→ PROBLEM DETAILS
Go through the entries below, tally each line with the string "Adama", and give the final number by itself.

→ ENTRIES SUPPLIED
= = = = =

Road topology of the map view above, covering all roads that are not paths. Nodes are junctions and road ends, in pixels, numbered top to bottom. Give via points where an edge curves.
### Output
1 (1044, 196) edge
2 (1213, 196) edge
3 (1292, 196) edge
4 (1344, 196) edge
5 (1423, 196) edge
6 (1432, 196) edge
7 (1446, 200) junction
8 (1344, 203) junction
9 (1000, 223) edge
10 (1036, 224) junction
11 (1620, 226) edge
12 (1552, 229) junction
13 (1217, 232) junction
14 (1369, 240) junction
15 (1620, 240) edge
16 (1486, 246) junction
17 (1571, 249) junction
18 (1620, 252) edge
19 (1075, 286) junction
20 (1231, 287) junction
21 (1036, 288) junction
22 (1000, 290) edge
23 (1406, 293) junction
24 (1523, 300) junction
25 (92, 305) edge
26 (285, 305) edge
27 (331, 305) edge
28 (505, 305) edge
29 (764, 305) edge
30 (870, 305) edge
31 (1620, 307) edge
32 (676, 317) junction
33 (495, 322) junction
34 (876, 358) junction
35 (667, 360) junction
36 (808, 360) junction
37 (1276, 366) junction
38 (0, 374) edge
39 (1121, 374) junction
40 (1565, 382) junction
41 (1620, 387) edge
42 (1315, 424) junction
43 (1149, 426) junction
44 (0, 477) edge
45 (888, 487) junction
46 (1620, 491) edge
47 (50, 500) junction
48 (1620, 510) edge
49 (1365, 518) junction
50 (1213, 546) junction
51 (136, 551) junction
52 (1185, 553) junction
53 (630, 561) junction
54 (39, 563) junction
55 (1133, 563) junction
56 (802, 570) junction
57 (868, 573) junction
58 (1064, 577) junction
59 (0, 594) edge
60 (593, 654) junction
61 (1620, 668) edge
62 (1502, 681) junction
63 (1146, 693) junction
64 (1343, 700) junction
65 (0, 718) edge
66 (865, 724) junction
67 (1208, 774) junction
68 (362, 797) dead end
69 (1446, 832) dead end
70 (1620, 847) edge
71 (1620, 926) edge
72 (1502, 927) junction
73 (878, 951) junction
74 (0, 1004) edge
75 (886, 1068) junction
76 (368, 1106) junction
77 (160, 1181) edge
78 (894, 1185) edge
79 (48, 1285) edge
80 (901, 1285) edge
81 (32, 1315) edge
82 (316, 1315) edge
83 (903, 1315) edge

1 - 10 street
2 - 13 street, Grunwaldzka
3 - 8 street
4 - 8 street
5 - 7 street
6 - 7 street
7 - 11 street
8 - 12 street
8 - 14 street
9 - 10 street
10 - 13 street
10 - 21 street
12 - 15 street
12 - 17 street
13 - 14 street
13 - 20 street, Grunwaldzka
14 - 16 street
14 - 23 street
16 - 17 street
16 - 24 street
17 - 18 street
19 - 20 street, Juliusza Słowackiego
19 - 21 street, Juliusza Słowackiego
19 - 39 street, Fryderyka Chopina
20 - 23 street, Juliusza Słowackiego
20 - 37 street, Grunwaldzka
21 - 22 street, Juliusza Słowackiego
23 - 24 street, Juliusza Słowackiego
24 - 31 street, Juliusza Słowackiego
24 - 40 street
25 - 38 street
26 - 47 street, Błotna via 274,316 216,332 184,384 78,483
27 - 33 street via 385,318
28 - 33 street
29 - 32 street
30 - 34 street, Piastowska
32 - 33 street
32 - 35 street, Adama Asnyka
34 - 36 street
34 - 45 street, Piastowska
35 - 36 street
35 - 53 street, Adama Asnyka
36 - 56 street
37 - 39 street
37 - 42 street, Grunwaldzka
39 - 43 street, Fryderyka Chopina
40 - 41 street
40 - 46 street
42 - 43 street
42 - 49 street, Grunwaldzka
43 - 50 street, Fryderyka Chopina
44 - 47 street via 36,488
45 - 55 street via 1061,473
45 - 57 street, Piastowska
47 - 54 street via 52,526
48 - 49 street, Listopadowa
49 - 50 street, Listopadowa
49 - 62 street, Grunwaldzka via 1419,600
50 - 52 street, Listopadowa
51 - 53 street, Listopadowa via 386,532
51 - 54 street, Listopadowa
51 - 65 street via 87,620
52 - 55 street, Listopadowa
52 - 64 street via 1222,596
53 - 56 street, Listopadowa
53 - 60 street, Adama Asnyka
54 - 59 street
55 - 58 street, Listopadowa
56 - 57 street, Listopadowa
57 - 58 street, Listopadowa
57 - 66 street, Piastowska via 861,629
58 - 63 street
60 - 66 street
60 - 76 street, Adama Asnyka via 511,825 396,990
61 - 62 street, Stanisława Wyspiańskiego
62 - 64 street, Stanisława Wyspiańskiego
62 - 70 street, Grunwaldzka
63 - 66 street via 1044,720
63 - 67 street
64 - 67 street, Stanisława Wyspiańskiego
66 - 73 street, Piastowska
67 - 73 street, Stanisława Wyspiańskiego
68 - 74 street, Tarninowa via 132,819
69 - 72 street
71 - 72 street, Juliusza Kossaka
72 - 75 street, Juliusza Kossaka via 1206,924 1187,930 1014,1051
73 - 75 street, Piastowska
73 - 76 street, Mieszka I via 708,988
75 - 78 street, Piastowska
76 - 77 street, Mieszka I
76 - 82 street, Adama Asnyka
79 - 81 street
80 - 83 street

= = = = =

→ REPLY TO THE TASK
5